Suarastra.com – Laman Kantor DPRD Kutai Kartanegara (Kukar), dipenuhi lautan massa. Suara orasi bergema, spanduk terbentang, namun suasana tetap terjaga damai, tertib, dan penuh kendali. Aliansi Kukar Menggugat yang menggelar aksi pada Senin (1/9/2025) menutup perjalanannya dengan tertib, meninggalkan jejak yang dipuji aparat keamanan.
Kapolres Kukar, AKBP Khairul Basyar, hadir memberi apresiasi.
“Alhamdulillah kami mengapresiasi yang sebesar-besarnya. Kami berterima kasih karena dari awal berangkat dari universitas sampai di depan kantor DPRD ini bisa berjalan dengan baik dan kondusif,” ucapnya.
Ia menuturkan, sebelum massa turun ke jalan, pihak kepolisian telah merajut koordinasi dengan berbagai unsur untuk memastikan keamanan. Sebanyak 644 personel gabungan TNI, Polri, dan pemerintah daerah dikerahkan.
“Kami sudah sampaikan kepada seluruh jajaran, baik Polri maupun unsur pemerintah daerah, untuk melaksanakan pengamanan dengan sehumanis mungkin,” jelasnya.
Pendekatan humanis itu, katanya, menjadi kunci. Meski ribuan massa mengepung gedung DPRD, suasana tak bergeser dari kendali. Bahkan, aksi berakhir dengan langkah konkret, Ketua DPRD Kukar, Ahmad Yani, menandatangani nota kesepahaman bersama perwakilan demonstran.

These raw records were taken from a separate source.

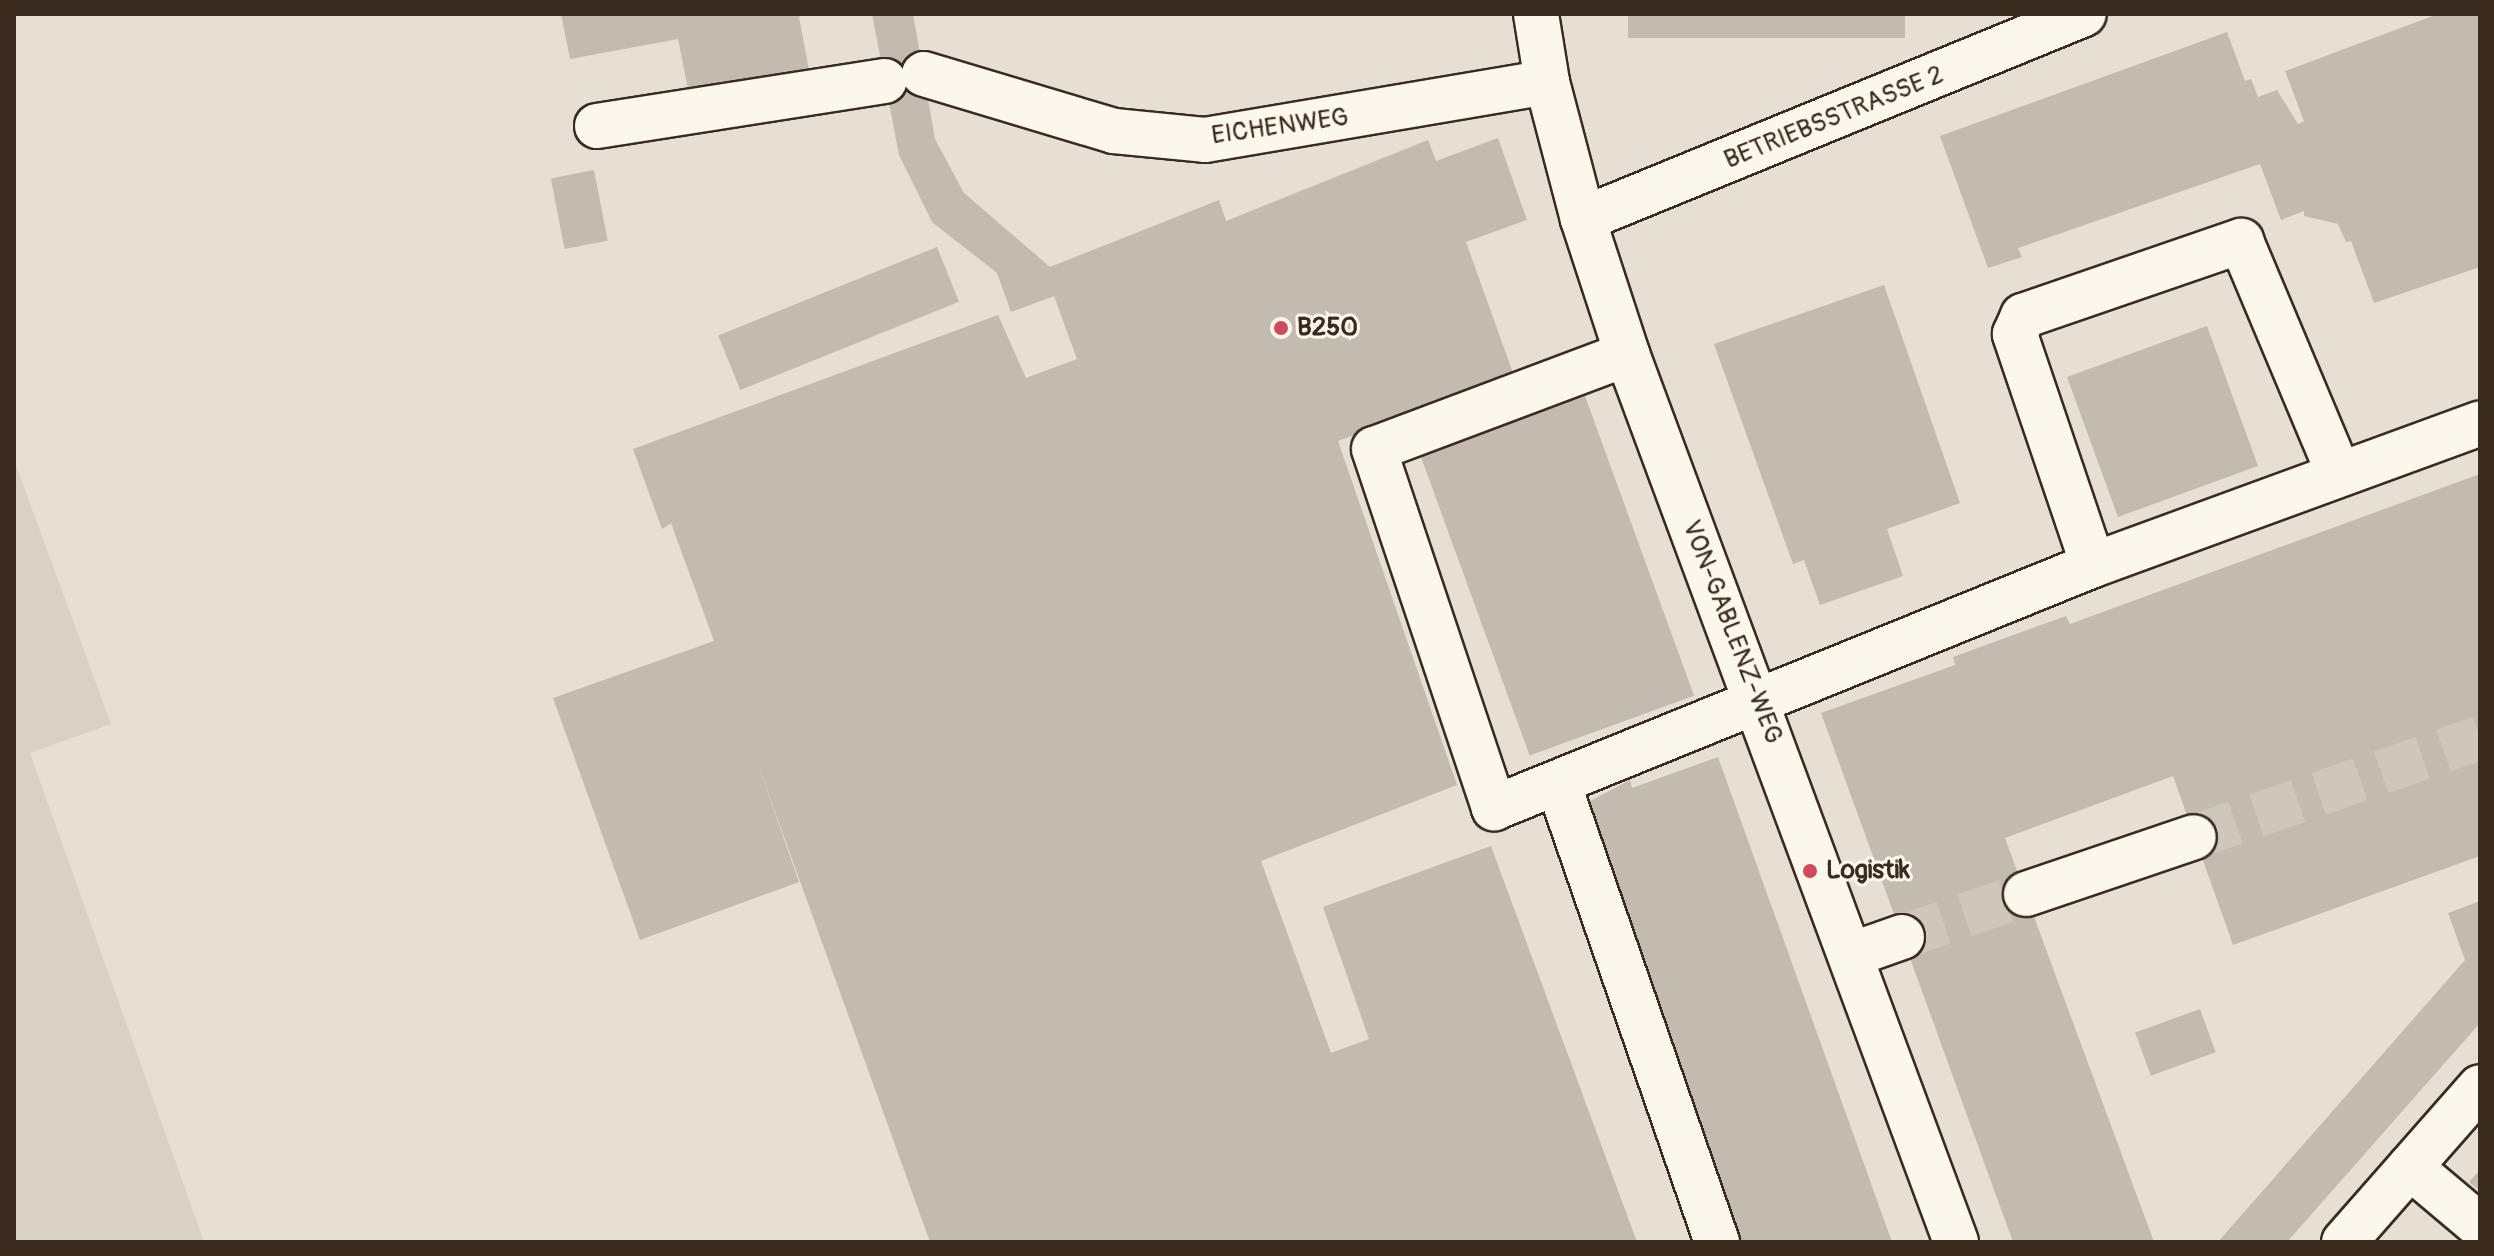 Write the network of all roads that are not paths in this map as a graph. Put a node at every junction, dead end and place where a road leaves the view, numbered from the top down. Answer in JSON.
{"nodes":[{"id":1,"x":1536,"y":14,"type":"edge"},
{"id":2,"x":2084,"y":14,"type":"edge"},
{"id":3,"x":1547,"y":82,"type":"junction"},
{"id":4,"x":597,"y":126,"type":"dead end"},
{"id":5,"x":1583,"y":219,"type":"junction"},
{"id":6,"x":1627,"y":354,"type":"junction"},
{"id":7,"x":2480,"y":423,"type":"edge"},
{"id":8,"x":2339,"y":474,"type":"junction"},
{"id":9,"x":2093,"y":565,"type":"junction"},
{"id":10,"x":1757,"y":698,"type":"junction"},
{"id":11,"x":1558,"y":783,"type":"junction"},
{"id":12,"x":2194,"y":837,"type":"tunnel mouth"},
{"id":13,"x":2026,"y":894,"type":"tunnel mouth"},
{"id":14,"x":1902,"y":937,"type":"tunnel mouth"},
{"id":15,"x":1851,"y":955,"type":"junction"},
{"id":16,"x":2480,"y":1087,"type":"edge"},
{"id":17,"x":2410,"y":1167,"type":"junction"},
{"id":18,"x":2480,"y":1226,"type":"edge"},
{"id":19,"x":1717,"y":1242,"type":"edge"},
{"id":20,"x":1956,"y":1242,"type":"edge"},
{"id":21,"x":2344,"y":1242,"type":"edge"}],
"edges":[{"from":1,"to":3,"type":"lane","name":"VON-GABLENZ-WEG"},
{"from":2,"to":5,"type":"lane","name":"BETRIEBSSTRASSE 2"},
{"from":3,"to":4,"type":"lane","name":"EICHENWEG"},
{"from":3,"to":5,"type":"lane","name":"VON-GABLENZ-WEG"},
{"from":5,"to":6,"type":"lane","name":"VON-GABLENZ-WEG"},
{"from":6,"to":10,"type":"lane","name":"VON-GABLENZ-WEG"},
{"from":6,"to":11,"type":"lane"},
{"from":7,"to":8,"type":"lane"},
{"from":8,"to":9,"type":"lane"},
{"from":8,"to":9,"type":"lane"},
{"from":9,"to":10,"type":"lane"},
{"from":10,"to":11,"type":"lane"},
{"from":10,"to":15,"type":"lane","name":"VON-GABLENZ-WEG"},
{"from":11,"to":19,"type":"lane"},
{"from":12,"to":13,"type":"lane"},
{"from":14,"to":15,"type":"lane"},
{"from":15,"to":20,"type":"lane","name":"VON-GABLENZ-WEG"},
{"from":16,"to":17,"type":"lane"},
{"from":17,"to":18,"type":"lane"},
{"from":17,"to":21,"type":"lane"}]}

“Alhamdulillah sampai dengan saat ini, orasi telah dilaksanakan. Saat ini adik-adik mahasiswa bergerak menuju Samarinda, dan kegiatan di depan kantor DPRD telah selesai dengan kondusif,” kata Khairul.

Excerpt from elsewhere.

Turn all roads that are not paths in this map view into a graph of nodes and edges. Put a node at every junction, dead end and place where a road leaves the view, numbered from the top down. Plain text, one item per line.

Namun peran kepolisian tak berhenti pada menjaga pagar gedung parlemen. Khairul menyebut, aspirasi yang diteriakkan massa juga turut diterima langsung.
Dari tuntutan penindakan tegas terhadap tambang ilegal, penolakan tindakan represif, hingga seruan reformasi Polri, semuanya dicatat sebagai bahan perbaikan.
“Semua tuntutan dari masyarakat, baik dari adik-adik mahasiswa maupun elemen lainnya, akan kami tindaklanjuti. Ini semua menjadi masukan bagi kami untuk berubah ke arah yang lebih baik. Jadi kami terima apa yang disampaikan,” tegasnya.
Aksi kali ini menjadi cermin. Di balik kritik tajam terhadap kebijakan negara, hadir ruang dialog yang dijaga dengan sikap manusiawi. Di jalanan Tenggarong, rakyat bersuara, aparat mendengar, dan demokrasi mencoba merangkai wajahnya yang lebih teduh.